The separate fits are stored in a list to facilitate prediction of the transition probability matrix.

As in the simple Markov cohort and
time inhomogeneous Markov
cohort modeling vignettes, utility and costs models could be
generated using mathematical expressions with
`define_model()`

. However, in this case it is simpler and
more direct (and thus more computationally efficient) to use the
`stateval_tbl()`

functionality. Separate tables are created
for utility, drug costs, and medical costs.

```
## state_id state_name mean se
## <num> <char> <num> <num>
## 1: 1 Healthy 0.90 0.1732051
## 2: 2 Sick 0.65 0.2000000
```

The economic model consists of a model for disease progression and models for assigning utility and cost values to health states.

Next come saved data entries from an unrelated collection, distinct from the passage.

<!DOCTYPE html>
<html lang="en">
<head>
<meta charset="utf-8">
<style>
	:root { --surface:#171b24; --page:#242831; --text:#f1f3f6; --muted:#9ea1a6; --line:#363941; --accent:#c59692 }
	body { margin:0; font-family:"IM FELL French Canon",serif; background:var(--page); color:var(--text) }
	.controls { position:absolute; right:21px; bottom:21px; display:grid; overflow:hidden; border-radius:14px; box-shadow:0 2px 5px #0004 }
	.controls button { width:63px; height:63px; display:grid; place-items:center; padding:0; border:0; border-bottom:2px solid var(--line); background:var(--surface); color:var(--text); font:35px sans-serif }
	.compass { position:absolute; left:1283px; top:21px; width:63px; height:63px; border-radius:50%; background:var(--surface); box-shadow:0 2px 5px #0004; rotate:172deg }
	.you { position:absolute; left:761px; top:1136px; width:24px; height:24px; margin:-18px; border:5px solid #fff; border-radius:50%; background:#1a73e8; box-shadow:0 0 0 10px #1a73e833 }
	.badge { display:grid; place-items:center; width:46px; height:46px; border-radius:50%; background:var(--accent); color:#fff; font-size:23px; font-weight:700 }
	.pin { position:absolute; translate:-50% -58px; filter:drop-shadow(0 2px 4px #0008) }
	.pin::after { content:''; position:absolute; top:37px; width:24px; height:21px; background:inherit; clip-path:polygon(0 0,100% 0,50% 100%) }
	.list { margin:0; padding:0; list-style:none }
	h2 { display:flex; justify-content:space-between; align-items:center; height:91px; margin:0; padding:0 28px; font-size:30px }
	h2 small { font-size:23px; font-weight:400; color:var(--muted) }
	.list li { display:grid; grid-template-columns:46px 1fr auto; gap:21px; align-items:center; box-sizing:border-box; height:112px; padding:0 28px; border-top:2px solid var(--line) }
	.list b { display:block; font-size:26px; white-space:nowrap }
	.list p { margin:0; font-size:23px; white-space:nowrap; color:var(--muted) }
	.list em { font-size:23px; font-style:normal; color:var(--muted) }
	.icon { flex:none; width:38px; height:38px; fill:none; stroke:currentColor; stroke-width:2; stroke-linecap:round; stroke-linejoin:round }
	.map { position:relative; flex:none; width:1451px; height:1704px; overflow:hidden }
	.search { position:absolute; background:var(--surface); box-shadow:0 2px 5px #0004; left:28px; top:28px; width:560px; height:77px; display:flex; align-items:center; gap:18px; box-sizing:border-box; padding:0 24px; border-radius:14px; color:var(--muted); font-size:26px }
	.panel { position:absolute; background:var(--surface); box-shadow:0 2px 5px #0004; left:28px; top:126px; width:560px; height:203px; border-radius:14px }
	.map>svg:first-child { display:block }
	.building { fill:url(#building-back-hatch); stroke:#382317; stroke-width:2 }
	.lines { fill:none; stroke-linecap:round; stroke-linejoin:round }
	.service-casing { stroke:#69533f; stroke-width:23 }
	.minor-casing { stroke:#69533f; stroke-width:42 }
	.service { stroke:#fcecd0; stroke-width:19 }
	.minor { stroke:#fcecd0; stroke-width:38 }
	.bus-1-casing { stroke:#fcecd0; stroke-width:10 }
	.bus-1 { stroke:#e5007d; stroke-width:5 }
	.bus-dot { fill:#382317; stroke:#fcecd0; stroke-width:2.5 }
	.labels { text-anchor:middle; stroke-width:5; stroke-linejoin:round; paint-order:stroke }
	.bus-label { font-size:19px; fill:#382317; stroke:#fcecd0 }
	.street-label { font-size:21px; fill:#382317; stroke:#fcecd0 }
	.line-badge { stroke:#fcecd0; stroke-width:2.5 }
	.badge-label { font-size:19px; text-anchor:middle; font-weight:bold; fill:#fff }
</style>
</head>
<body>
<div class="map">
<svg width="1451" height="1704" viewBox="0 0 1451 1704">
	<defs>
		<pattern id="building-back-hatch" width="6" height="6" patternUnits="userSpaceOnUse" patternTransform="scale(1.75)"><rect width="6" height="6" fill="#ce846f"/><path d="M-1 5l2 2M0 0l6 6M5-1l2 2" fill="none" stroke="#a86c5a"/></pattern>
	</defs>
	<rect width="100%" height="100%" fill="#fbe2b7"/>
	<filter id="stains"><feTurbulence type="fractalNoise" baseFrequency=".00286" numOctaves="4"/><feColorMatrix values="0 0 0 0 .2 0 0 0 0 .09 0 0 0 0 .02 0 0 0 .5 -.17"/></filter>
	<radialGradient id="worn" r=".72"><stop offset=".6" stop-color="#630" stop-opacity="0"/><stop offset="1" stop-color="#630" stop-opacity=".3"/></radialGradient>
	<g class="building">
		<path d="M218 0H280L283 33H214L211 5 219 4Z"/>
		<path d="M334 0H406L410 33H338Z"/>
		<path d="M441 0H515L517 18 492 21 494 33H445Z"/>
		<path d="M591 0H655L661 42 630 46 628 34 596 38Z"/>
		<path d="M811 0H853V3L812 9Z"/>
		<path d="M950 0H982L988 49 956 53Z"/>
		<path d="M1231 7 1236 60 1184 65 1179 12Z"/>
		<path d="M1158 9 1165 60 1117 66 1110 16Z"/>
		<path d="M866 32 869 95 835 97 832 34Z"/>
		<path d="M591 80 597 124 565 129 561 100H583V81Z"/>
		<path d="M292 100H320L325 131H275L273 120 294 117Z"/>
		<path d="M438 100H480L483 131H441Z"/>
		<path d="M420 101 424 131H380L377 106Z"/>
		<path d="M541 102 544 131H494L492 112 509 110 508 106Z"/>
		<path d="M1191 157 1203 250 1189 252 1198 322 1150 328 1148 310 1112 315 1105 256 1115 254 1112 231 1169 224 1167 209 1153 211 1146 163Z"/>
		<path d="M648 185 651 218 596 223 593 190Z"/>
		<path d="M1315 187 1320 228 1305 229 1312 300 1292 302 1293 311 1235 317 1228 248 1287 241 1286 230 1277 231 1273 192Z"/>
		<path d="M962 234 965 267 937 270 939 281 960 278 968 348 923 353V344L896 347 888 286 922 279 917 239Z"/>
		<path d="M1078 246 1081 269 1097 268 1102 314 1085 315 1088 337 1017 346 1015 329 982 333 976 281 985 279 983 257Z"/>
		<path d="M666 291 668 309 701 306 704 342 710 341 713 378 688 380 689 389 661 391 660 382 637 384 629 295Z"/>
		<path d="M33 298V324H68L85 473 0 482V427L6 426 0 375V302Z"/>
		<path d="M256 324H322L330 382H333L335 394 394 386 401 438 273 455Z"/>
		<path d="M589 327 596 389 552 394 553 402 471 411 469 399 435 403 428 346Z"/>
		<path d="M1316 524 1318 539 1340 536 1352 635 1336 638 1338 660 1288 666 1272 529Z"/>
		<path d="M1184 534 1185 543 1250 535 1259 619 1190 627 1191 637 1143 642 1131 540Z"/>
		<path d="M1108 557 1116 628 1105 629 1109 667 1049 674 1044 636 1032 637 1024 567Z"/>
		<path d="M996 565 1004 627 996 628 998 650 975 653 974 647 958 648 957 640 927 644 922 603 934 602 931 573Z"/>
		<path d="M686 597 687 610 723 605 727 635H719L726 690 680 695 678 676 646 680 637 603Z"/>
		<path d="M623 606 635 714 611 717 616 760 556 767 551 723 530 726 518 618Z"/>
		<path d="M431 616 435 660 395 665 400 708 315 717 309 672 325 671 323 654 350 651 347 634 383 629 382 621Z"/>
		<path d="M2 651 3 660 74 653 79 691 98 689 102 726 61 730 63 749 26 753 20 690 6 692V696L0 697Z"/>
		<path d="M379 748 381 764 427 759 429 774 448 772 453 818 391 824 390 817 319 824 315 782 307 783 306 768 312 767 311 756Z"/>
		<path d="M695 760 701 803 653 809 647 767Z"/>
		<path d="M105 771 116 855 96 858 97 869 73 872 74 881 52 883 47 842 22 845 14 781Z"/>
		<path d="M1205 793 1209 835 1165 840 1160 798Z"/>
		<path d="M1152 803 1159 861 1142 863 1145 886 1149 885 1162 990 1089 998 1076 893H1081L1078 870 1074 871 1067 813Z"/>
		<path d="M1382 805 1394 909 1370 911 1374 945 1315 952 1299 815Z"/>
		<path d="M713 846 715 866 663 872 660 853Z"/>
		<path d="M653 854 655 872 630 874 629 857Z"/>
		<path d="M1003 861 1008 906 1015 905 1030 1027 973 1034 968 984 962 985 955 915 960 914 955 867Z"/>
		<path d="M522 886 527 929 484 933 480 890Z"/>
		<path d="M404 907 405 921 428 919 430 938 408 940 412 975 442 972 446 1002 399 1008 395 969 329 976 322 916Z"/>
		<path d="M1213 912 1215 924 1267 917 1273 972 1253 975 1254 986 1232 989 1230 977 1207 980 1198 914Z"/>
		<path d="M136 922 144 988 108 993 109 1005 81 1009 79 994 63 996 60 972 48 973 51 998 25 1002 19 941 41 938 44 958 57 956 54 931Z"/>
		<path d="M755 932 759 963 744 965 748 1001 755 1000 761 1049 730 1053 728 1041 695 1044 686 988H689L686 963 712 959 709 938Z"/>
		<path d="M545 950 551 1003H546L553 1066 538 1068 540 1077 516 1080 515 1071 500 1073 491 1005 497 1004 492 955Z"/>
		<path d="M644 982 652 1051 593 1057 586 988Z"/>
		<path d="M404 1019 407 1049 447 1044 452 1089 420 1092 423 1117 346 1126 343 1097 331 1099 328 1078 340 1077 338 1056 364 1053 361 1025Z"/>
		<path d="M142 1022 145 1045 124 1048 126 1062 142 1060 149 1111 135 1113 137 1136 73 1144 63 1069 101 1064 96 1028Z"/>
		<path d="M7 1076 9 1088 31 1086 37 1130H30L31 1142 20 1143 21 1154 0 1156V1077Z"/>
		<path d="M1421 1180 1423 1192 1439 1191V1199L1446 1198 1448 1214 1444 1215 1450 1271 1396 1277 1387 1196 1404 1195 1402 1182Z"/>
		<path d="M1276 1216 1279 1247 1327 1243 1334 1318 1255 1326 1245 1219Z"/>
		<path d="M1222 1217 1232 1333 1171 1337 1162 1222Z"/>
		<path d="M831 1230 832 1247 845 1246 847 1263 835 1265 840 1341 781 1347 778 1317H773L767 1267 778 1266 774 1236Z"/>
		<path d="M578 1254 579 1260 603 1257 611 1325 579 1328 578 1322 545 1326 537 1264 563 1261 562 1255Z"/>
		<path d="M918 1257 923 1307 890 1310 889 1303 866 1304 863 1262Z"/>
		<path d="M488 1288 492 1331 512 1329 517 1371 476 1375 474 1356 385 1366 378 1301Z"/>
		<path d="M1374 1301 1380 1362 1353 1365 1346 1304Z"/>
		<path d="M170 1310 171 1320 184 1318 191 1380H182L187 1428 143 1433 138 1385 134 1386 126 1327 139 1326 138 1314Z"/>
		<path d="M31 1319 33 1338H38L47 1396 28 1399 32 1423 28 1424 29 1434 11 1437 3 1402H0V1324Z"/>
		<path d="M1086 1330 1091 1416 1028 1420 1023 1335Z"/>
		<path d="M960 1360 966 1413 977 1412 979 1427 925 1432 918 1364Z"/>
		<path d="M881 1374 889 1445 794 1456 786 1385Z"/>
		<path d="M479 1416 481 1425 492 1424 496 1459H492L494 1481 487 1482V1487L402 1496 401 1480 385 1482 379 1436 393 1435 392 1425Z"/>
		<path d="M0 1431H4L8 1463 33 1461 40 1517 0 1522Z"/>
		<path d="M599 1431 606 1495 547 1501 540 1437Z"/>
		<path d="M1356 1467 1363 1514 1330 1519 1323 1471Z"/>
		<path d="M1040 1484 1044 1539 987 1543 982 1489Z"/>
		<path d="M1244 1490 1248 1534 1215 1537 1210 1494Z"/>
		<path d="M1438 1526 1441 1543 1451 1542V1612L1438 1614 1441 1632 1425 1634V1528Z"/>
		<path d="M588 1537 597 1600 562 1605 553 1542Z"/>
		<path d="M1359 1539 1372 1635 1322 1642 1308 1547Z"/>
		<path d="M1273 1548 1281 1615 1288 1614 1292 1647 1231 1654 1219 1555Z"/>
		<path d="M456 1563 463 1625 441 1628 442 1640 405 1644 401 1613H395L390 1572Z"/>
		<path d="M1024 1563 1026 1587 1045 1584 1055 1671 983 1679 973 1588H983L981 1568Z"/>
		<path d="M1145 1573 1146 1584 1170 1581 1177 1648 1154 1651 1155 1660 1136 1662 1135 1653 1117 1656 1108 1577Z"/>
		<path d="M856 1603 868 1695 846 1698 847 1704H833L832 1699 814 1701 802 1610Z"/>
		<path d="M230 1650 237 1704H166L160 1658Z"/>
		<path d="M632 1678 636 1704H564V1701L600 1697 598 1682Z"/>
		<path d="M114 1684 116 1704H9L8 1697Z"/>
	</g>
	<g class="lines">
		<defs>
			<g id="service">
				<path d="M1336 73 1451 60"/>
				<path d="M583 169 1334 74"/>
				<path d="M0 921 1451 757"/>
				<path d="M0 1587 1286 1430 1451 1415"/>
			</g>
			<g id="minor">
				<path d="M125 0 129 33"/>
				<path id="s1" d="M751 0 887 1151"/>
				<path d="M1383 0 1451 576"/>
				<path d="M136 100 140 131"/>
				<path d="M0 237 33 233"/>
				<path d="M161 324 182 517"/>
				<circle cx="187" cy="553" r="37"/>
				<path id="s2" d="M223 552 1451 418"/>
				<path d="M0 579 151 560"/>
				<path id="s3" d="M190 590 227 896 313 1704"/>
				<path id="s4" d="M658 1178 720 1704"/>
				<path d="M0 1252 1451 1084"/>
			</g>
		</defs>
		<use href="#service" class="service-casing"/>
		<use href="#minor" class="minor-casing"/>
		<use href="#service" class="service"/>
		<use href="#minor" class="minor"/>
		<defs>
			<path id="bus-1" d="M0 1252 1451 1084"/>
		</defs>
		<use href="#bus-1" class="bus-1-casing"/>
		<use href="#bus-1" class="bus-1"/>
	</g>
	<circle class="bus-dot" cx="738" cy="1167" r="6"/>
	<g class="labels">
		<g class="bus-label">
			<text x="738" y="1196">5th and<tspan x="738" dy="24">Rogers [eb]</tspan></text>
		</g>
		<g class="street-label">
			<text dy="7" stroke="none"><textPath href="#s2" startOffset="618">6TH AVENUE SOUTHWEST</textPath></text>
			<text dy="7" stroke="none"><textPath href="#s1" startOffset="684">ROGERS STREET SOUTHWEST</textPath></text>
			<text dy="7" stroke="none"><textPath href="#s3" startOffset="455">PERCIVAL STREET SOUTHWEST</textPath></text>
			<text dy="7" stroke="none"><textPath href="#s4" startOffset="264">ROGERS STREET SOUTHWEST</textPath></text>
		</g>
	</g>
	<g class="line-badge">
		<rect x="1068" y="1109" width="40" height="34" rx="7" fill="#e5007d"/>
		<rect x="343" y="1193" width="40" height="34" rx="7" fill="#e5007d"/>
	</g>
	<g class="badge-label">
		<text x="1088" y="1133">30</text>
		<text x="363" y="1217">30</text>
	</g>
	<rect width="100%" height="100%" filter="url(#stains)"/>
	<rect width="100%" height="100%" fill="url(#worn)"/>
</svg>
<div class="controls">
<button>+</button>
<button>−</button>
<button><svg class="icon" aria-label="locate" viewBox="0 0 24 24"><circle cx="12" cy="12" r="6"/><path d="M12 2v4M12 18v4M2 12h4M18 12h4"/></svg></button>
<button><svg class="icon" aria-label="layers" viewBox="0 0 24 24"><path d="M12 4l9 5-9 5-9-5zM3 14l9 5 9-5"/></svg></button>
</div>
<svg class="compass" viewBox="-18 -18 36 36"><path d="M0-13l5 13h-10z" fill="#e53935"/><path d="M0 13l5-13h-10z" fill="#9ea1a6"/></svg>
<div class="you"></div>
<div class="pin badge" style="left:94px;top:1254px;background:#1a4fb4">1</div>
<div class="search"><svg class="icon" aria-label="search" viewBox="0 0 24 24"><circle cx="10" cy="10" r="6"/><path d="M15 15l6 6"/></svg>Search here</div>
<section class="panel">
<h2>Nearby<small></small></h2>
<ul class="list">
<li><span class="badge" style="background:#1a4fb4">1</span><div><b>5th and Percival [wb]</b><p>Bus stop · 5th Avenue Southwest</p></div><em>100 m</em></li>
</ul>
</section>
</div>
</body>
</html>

Since we are performing a PSA, we must specify the number of times to sample the parameters.

The disease model can be easily constructed from our fitted multinomial logistic regression models and input data. The input data has one observation for each treatment strategy and patient. In addition, since we included time period dummies, we separate the covariates into distinct time intervals in order to make the model time inhomogeneous.

The utility and cost models can be created directly from the utility
and cost tables since they do not include covariates. That is, unlike
the disease model which explicitly models the transition probabilities
as a function of covariates, they are based solely on predicted means
(see `tparams_mean()`

) and therefore do not require input
data.

```
# Utility
utilitymod <- create_StateVals(utility_tbl, n = n_samples, hesim_data = hesim_dat)
# Costs
drugcostmod <- create_StateVals(drugcost_tbl, n = n_samples, hesim_data = hesim_dat)
medcostmod <- create_StateVals(medcost_tbl, n = n_samples, hesim_data = hesim_dat)
costmods <- list(Drug = drugcostmod,
Medical = medcostmod)
```

We simulate state probabilities over 20 years with 1-year model
cycles. `autoplot.stateprobs()`

is used to plot the
probability of being in each of the 3 states over the model’s time
horizon, with the solid lines representing means from the PSA and the
shaded regions representing 95% confidence intervals.

Now that costs and QALYs have been simulated with the PSA, a decision analysis can be performed. We will focus on the pairwise comparison between the “Intervention” and the “Reference” treatment.

```
ce_sim <- econmod$summarize(by_grp = TRUE)
cea_pw_out <- cea_pw(ce_sim, comparator = 1, dr_qalys = .03, dr_costs = .03)
```

Since we modeled the health state transitions as a function of covariates, transition rates vary by patient characteristics. The impact of gender and the (nonlinear) impact of age on transitions have a similar effect on the incremental cost-effectiveness ratio (ICER). The ICERs were lower for females and tended to rise with age, suggesting that the “Intervention” was more effective for patients with a lower baseline risk.

```
icers <- merge(cea_pw_out$summary,
hesim_dat$patients[, .(grp_id, age, female)],
by = "grp_id")
icers[, gender := factor(female,
levels = c(0, 1),
labels = c("Male", "Female"))]
# Plot of ICER by demographics
library("ggplot2")
ggplot(icers, aes(x = age, y = as.numeric(gsub(",", "", icer)), col = gender)) +
geom_point() +
xlab("Age") + ylab("Incremental cost-effectiveness ratio") +
scale_y_continuous(label = scales::dollar_format()) +
scale_colour_discrete(name = "") +
theme_bw()
```

Of note, the heterogeneous ICER arises completely through differences in baseline risk since the effect of the “Intervention” relative to the “Reference” on transitions was assumed to be constant across patients (i.e., the treatment strategy covariate did not have any effect modifiers). This example highlights an advantage of modeling disease progression with a statistical model in that it can facilitate analyses that assess the consequences of patient heterogeneity.